# 15inch South Bend problem



## Fred (Apr 2, 2013)

Hello, I have a 1936 15 inch South Bend lathe. It works great and I love it. Now......... I may want to buy some tooling or parts for the lathe. So, I start looking and find out there are almost No 15 inch South Bend lathes out there. 
  Almost all are 9 or 10 inch. Will tooling and, or parts for a 141/2 or 16 inch fit on my lathe.? If so, how will I know what will fit and what will not fit on my 15 inch.
 Does anyone out there have a 15 inch South Bend lathe ???????  Thank you in advance for your help.  Fred


----------



## Splat (Apr 2, 2013)

Welcome to the board Fred. You may also find some info on the 15 over in the Yahoo *SouthBendlathe* group. Good luck.


----------



## HSS (Apr 2, 2013)

Sorry Fred, mine's a 13"

Patrick


----------



## Ulma Doctor (Apr 5, 2013)

sorry, fred i have an 11"

try    plazamachinery.com  


they had other rare items


----------



## ScrapMetal (Apr 5, 2013)

As the owner of another odd-ball (11" SB), I think it would be really nice if there was some kind of "cross reference" showing what, if any, parts are interchangeable between different models/sizes of SB lathes.  So far, to my knowledge, there is no such resource.
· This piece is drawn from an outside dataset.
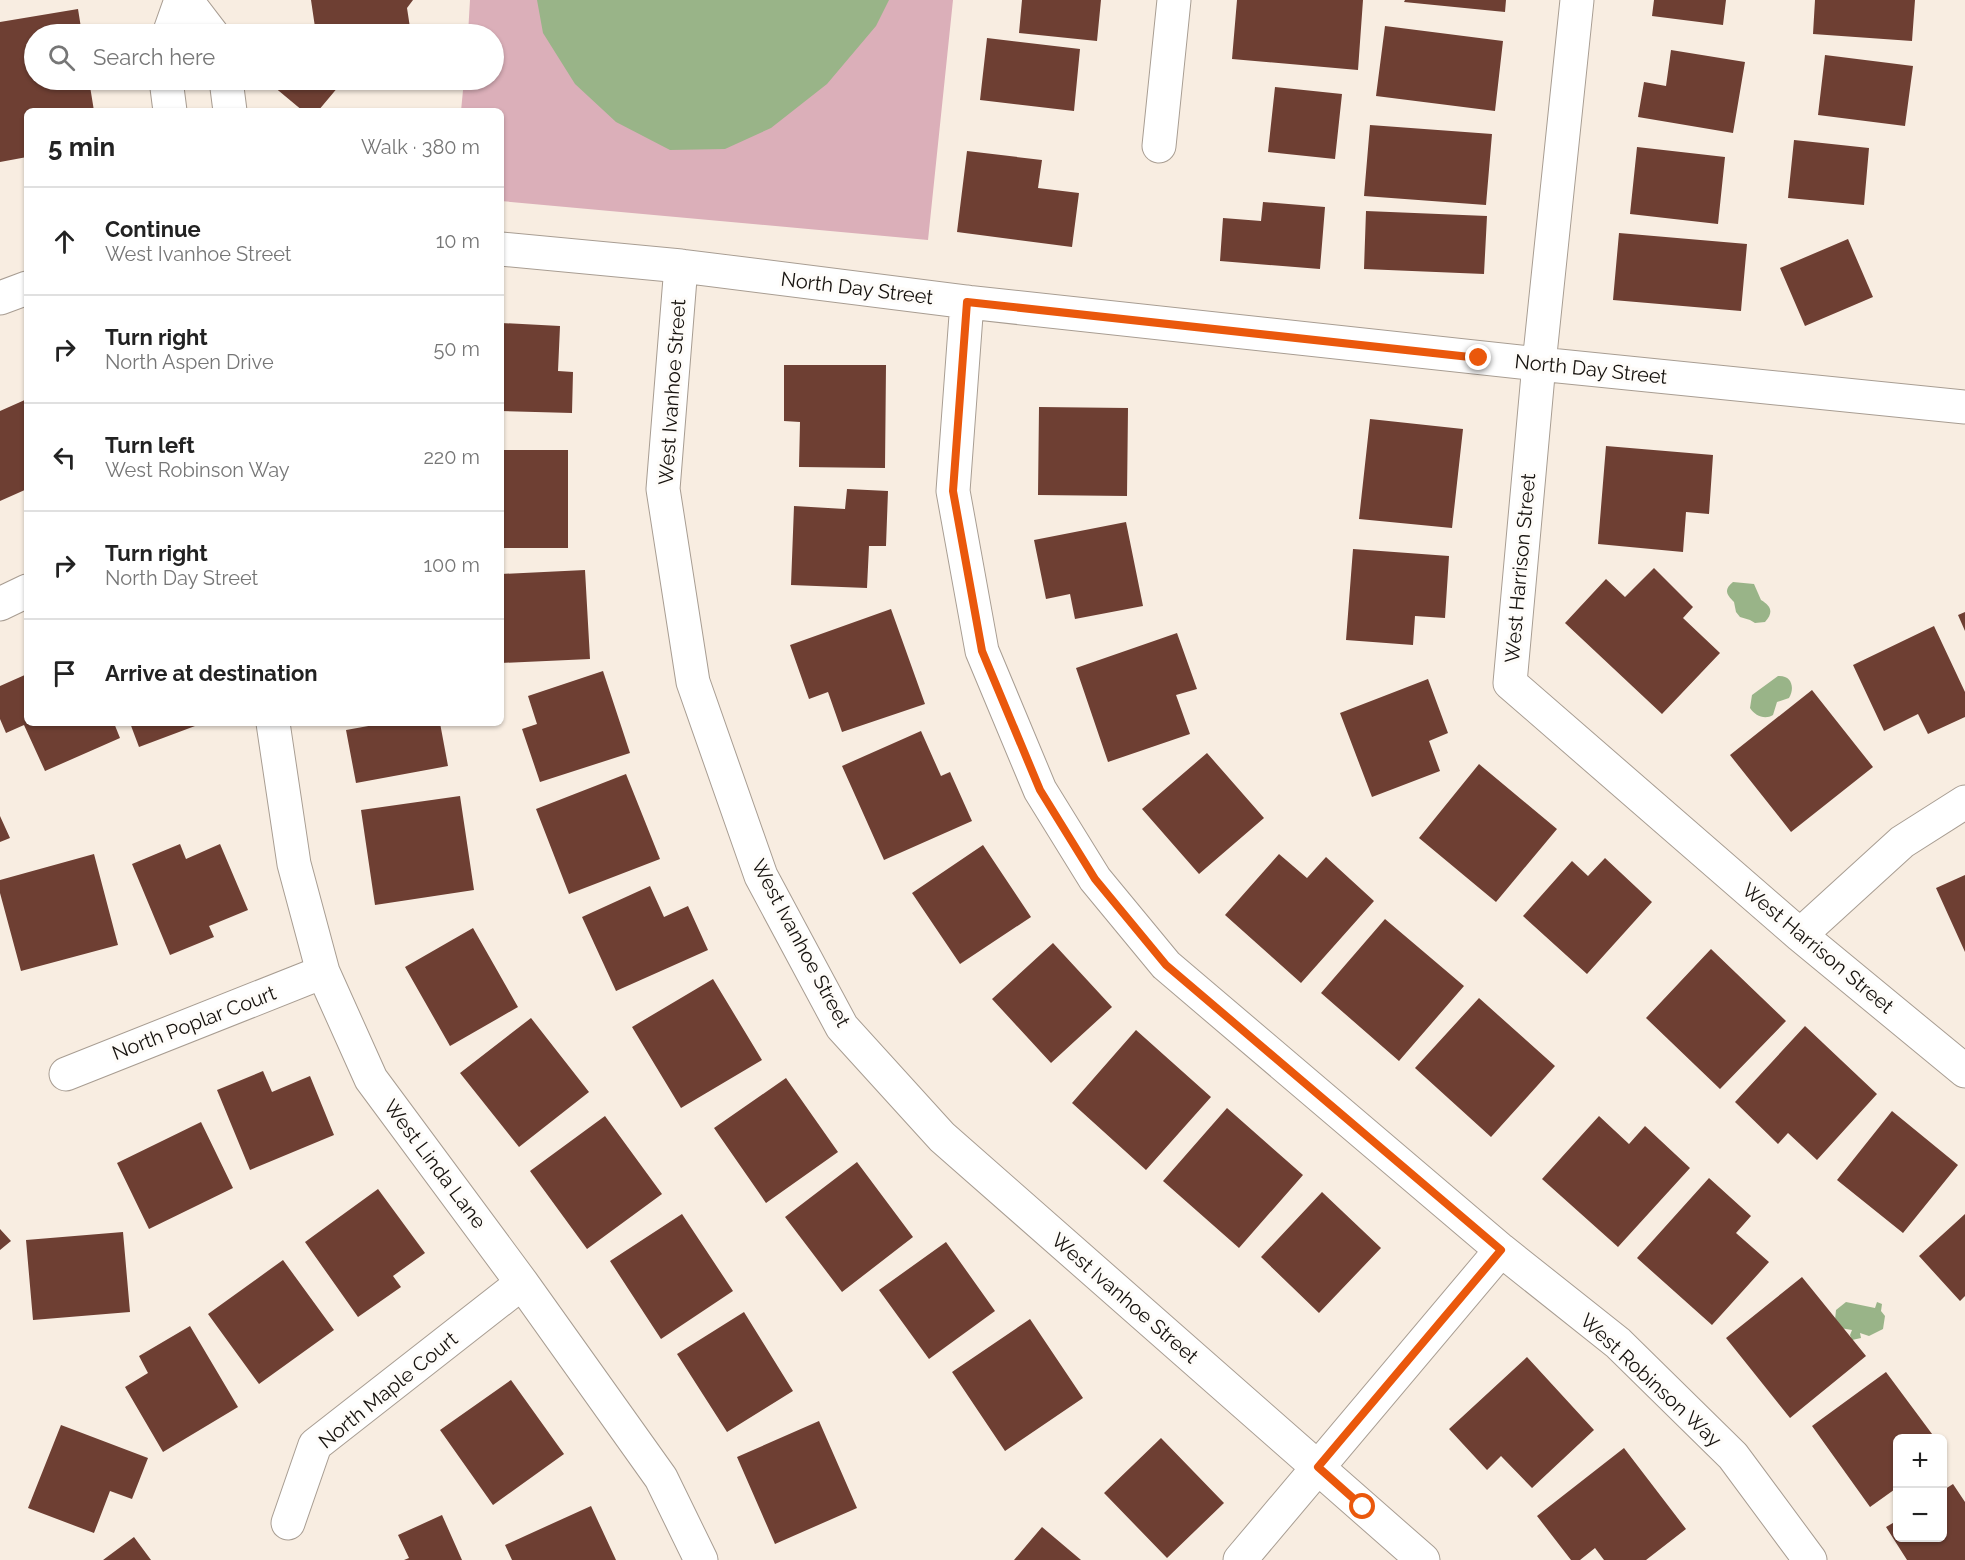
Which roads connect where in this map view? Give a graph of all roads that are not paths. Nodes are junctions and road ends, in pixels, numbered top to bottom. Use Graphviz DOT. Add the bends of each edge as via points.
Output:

The best a guy can do is to keep watch on e-bay for the occasional parts or, if in a pinch, take good measurements for the part you need and put the word out on the forum what you are looking for.

-Ron


----------



## Ulma Doctor (Apr 5, 2013)

i have considered the same thing Ron, about a cross reference chart(?)

i'm of the understanding that a lot of the 9,11,13,14 1/2,15,16,16-24 swings are similar, Pre WWII, until you get to the aprons
my book shows a Series O,N,R&T,9"Jr,11"Jr,8"Jr,9"toolmaker lathes
type O aprons aren't looking to be compatible apron wise with anything.
type N seems to be there own animal
types R&T appear to be compatible, apron wise .
9"Jr,11"Jr appear to be compatible, apron wise
8"Jr,9"toolmaker appear to be compatible, apron wise as well.
Tool Post,Saddle,Compound Rest parts for series O and Jr models appear to be compatible.
series N is ist's own animal T.P.,Saddle,Compound Rest.
T.P.,Saddle,Compound Series R,T appear to be compatible for saddle
Q.C. Gearbox O,N,R,T are all apparently compatible for QC Gearbox
Reg Change Gears O,N,R,T,Jr  apparently compatible
Countershaft(Double Friction type) O,N,R,T,Jr apparently compatible

when i'm saying compatible, i'm intending this for PRE WWII machines....
 i may be making an assumption based on the part numbers given in the South Bend price list/parts diagram. The Parts List did also say to include the serial number when ordering parts, which tells me changes were made along the way. but the same part numbers were given for "compatible" types.
i have an interesting casting number on the saddle underside, 11-60... 60 is the part number, 11 is the model:thinking:
would a 15" saddle have 15-60 on the underside, or 13-60 for a 13", and so on????? are they the same dimensions for the 13 and 15" or between the 11 and 13" and so on.
i'd be happy to participate in a search for the truth, as i freely admit that my statements are based on a lot of indirect evidence.


----------



## ScrapMetal (Apr 6, 2013)

Well, I may be completely off base but I have the feeling that there was some cross over between certain models.  For evidence I have my SB factory card...




Things like Bed "1", Saddle "12", Apron "7", etc. etc. leads me to believe they were pulling parts from a common source for all the lathes as there seems to be no designation for an 11" specifically.  I guess it all depends on how they did their numbering system though.  I wonder if Steve Wells has enough information compiled on these old lathes where he could start to put some of this together?

-Ron


----------



## Fred (Apr 6, 2013)

Thank you, thank you, thank you.  That is exactly the information that I am looking for. I am not the only one with an odd duck. Maybe with a little help from a few people. We will all benifit from this information.  Thanks again,                        Fred


----------



## Clausing (Apr 7, 2013)

Fred,

 I feel for us. 
 I have a SB 14.5 X 16 and located in the middle of Montana. I thought I had the only orphaned SB in America. I have lived on E-bay for the last two years since purchase, and I can tell you orphaned SB's are a real challenge.

 Good luck and keep us updated with some pictures please.


----------